As ‘the digital economy is increasingly becoming the economy itself’,[1] there is growing opinion that big companies should pay their “fair share” of taxes. It is not surprising, then, that governments are setting their sights on taxing the digital economy.

Under the traditional rules for taxing cross-border business profit generation, profits can be taxed in a country other than the company’s country of residence only if they are attributed to a permanent establishment (PE) located there. The PE concept was designed with the idea of ‘physical presence’ in another country, i.e., traditional brick-and mortar businesses, when the company had a fixed place of business or a dependent agent there.

It is now obvious that companies can generate enormous volumes of sales in a country without having offices or employees there. As Tom Goodwin cleverly pointed out[2], “something interesting is happening”:

The OECD’s Base Erosion and Profit Shifting report (BEPS) identified the challenges to tax digital economy operators into three broad categories[3]: (i) data (attributing value to its generation); (ii) characterization (characterizing payments); and (iii) nexus (where-to-tax the profits generated by the digital business), followed by the what-to-tax question, i.e., value creation.

Recently, we learned that, to face these challenges, the finance ministers of Spain, Italy, France and Germany signed a letter addressed to the EU’s Estonian presidency proposing the taxation of digital companies by establishing an ‘equalization tax’ on the digital companies’ turnover in Europe. The OECD has already mentioned it as an alternative tax based on a new nexus, the concept of ‘the virtual PE’.

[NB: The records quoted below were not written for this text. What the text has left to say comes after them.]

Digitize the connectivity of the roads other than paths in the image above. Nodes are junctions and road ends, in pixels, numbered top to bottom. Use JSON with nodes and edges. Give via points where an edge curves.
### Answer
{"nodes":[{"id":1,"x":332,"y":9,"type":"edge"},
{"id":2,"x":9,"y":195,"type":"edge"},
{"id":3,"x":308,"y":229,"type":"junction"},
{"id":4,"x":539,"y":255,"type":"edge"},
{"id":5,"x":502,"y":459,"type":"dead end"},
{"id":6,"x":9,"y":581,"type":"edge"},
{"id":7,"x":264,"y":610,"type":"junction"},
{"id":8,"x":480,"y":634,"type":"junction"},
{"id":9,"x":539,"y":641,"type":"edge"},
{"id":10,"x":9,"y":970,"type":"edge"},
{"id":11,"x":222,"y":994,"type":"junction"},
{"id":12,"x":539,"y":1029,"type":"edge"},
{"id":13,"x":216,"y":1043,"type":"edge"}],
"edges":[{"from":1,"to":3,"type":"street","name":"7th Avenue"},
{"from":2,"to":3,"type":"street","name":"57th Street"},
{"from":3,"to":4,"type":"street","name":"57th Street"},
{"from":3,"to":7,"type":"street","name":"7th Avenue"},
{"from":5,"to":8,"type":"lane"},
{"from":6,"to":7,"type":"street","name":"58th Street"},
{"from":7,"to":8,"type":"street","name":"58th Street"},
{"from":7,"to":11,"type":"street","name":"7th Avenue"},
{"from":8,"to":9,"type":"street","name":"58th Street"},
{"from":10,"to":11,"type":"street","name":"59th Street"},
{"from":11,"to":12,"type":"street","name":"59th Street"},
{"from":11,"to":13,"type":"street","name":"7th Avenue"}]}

In the absence of international consensus, some countries have already introduced short-term unilateral actions, such as the equalization tax on turnover, the withholding tax on digital transactions, and the tax on revenues generated from digital services and advertising activities.

Australia and the United Kingdom introduced “diverted profits” tax with the view that MNEs are running economic activities in their countries but have no physical presence there as the contracts are performed remotely. In the United Kingdom, this is widely known as `the google tax’.

These free-rider unilateral measures can, however, increase tax uncertainty, create new loopholes for tax abuse, and raise double taxation issues as the same income may be taxed twice (the new tax at source and the traditional corporate income tax at place of residence).

From a long-term perspective, international common measures need to be adopted. In the EU, the Common Consolidated Corporate Tax Base proposes allocating MNEs’ profits in EU countries by using the apportionment approach based on assets, labor and sales. The purpose is to tax value creation where it is generated.

The main challenge for tax purposes is whether to add patches to the traditional rules or create new ones; either way, it demands out-of-the-box thinking. The EU countries are in motion for this to be done sooner than later: every day without proper rules results in huge tax collection losses.

Let us hope that the long expected OECD interim report on the digital economy taxation, to be presented in the spring of 2018, proposes a coordinated approach respectful of the single market integrity, double taxation treaties, fundamental freedoms and fair competition between EU countries. So far, it has proven to be a titanic task.